Stored data
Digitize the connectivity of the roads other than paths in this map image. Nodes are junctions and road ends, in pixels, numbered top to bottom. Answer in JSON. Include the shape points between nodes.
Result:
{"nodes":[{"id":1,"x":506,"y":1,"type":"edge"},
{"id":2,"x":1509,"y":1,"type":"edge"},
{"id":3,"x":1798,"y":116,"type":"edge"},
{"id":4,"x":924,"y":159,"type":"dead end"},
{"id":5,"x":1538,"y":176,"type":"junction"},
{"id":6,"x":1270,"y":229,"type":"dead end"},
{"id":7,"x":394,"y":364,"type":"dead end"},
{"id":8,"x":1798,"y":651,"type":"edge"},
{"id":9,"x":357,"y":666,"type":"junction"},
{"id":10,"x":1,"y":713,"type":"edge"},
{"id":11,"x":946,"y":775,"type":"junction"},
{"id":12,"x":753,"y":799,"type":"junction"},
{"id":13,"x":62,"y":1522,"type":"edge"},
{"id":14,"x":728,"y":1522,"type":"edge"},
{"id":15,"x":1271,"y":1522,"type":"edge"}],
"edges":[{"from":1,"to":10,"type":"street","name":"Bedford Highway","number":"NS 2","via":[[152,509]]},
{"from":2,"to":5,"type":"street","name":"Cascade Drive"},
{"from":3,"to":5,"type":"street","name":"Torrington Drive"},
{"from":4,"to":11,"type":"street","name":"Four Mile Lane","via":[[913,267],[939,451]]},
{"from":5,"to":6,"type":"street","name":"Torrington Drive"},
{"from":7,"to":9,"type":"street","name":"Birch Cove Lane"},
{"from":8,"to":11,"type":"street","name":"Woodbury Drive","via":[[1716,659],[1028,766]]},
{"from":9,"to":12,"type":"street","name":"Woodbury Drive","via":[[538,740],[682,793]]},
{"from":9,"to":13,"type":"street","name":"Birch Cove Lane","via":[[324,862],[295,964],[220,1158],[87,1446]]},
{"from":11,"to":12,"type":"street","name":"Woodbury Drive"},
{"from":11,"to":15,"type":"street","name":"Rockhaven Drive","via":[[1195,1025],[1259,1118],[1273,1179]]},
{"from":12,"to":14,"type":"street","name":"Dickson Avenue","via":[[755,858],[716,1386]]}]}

» **PROBLEM STATEMENT**
What lines in the data above carry "dead"? Return them all.

» **ANSWER TO THIS EXERCISE**
{"id":4,"x":924,"y":159,"type":"dead end"},
{"id":6,"x":1270,"y":229,"type":"dead end"},
{"id":7,"x":394,"y":364,"type":"dead end"},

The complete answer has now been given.